The first is whether I have to run another circuit, I'd rather not. I have a run of 10-2 right now with a 30A breaker. My understanding is that each 220V device needs it's own circuit so I'm thinking of adding a panel at the water heaters with two 15A breakers. At 80% loading each could get 12A, which is 2600 Watts at 220V. I can get 2500W elements. Would it be OK just to replace all four elements with 2500 Watt ones?
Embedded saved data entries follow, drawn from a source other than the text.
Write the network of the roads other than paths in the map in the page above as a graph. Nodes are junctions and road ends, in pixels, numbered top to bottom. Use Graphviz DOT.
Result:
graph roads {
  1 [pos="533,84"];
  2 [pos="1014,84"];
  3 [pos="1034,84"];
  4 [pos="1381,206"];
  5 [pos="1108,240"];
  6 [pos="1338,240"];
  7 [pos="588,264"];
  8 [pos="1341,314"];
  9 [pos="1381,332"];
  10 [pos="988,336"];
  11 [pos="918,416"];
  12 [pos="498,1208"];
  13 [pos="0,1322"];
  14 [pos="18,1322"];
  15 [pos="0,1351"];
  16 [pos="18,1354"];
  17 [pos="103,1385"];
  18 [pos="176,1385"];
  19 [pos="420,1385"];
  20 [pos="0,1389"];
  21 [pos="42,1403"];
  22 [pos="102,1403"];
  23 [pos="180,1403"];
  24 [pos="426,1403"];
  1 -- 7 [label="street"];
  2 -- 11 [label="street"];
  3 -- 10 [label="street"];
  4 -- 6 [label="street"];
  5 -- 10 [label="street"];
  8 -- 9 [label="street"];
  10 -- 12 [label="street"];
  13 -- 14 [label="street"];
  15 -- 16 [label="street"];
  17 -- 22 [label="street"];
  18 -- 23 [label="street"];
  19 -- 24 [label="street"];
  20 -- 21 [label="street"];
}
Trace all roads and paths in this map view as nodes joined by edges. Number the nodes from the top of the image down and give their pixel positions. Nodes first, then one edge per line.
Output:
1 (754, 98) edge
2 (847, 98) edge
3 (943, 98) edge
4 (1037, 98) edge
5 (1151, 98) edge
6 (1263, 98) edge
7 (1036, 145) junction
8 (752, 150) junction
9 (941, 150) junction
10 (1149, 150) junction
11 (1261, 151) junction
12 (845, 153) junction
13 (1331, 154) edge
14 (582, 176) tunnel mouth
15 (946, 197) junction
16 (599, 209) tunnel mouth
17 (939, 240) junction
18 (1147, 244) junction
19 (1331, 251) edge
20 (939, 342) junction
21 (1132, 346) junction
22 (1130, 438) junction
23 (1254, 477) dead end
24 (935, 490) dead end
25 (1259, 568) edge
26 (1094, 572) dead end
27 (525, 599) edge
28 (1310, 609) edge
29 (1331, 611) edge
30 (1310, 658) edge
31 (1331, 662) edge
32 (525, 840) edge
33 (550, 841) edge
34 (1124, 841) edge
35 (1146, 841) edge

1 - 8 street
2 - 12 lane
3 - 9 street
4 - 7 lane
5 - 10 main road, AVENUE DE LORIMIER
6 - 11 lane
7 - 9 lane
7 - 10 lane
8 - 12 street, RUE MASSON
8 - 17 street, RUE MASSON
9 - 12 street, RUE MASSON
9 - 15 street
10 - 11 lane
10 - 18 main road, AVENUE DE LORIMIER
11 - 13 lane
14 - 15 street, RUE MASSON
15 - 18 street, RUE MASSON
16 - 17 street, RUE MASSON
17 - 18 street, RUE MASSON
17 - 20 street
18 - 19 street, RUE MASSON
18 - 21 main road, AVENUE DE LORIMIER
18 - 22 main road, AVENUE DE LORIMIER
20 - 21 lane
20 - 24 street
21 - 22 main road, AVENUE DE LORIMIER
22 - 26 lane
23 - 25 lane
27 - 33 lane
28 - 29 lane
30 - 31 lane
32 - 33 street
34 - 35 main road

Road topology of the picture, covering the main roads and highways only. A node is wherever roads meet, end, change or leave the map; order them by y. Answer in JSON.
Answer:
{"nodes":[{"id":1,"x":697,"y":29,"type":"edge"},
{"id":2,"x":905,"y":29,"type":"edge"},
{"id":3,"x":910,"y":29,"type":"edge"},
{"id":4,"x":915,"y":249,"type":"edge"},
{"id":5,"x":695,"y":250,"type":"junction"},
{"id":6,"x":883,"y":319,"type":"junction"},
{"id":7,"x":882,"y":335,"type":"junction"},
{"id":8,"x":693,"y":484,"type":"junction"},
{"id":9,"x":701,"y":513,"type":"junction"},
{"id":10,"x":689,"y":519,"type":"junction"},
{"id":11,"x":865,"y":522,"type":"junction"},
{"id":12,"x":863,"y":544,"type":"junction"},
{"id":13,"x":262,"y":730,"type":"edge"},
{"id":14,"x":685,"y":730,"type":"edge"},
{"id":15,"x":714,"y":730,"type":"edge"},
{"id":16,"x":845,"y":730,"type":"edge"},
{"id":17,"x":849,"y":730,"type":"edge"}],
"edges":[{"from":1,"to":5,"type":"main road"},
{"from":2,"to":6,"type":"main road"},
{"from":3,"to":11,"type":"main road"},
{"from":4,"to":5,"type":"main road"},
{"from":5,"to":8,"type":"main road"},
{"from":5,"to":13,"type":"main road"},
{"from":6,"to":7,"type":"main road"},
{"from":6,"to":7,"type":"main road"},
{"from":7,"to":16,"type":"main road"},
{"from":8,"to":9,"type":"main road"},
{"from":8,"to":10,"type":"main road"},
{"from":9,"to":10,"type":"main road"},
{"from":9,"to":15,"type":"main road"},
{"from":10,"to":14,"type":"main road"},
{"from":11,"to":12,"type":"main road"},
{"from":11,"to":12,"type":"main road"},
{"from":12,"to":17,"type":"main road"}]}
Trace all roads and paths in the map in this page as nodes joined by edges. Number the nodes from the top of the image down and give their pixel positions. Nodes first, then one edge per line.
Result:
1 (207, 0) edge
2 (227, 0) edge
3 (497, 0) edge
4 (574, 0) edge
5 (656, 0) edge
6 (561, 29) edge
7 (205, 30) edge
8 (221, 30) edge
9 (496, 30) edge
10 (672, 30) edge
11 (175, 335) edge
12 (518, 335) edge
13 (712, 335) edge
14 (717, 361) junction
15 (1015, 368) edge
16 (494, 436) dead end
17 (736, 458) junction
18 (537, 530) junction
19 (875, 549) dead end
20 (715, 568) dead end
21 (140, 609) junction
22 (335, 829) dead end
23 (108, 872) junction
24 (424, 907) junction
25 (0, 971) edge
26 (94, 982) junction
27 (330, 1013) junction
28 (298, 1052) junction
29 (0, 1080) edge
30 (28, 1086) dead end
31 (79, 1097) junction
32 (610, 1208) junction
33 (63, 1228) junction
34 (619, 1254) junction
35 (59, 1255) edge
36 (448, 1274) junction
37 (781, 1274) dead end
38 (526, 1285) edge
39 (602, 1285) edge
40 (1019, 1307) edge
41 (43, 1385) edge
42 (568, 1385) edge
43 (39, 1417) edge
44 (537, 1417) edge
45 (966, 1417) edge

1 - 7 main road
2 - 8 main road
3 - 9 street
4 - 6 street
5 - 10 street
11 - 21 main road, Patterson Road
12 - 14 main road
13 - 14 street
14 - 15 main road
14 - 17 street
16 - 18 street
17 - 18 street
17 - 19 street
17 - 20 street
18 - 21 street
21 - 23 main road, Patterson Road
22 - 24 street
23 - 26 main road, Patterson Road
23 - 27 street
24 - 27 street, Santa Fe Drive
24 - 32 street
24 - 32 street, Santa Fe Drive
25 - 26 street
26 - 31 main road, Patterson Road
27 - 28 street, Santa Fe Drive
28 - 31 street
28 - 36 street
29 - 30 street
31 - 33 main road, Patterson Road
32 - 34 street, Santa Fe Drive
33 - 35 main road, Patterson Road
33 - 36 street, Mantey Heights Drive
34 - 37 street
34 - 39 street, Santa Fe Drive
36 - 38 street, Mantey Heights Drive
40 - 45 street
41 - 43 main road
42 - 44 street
Second question is serial or parallel for the hookup of the water heaters. It seems that with parallel you spread the load, while with serial the back one does all the work while the front one loafs, only coming on when you've exhausted the back. But with parallel you have to somehow balance the load, and if you don't you could drain one tank while the other one still has hot water.

Thoughts?

Thanks.

I have a rooms in the shop/barn (meat room, milk room), but most of the time I I use a compact under counter 30 gallon heater, and use that 90% of the time, but when I cut meat, I have a 30 gallon gas heater on the other side of the room there hooked up in series, I have them valve-ed, so I can use one or both, I will run out of hot water when washing up with the electric 30, but with both working I have yet to run out,

but I would hook them up in series, yes one will bear most of the load, but with a little valve-ing one could use one or both and if one dies you will still have hot water, while one repairs or replaces the other,
Yes, definitely in series -- the 1st at minimum T setting and the 2nd at your desired hot water temp. Bite the bullet on elec circuits and use the stock elements. You will have unlimited hot water and much more efficient than holding 2 tanks at full desired T.

...... Better yet use an on demand heater as the second. That way youre only storing a tank of water prewarmed and ready for the boost. Very little quiescent heat loss and unlimited hot water.
 
   / Adding a second water heater #32  
Here's another example that someone posted a while back. It's the same design as the one in the sketch above, but it sure looks a lot more complicated in real life.

View attachment 458558
That complex look is because that is a setup with valving that allows every tank combination. ... Either tank alone, or tanks running in series or in parallel.
 
   / Adding a second water heater #33  
That complex look is because that is a setup with valving that allows every tank combination. ... Either tank alone, or tanks running in series or in parallel.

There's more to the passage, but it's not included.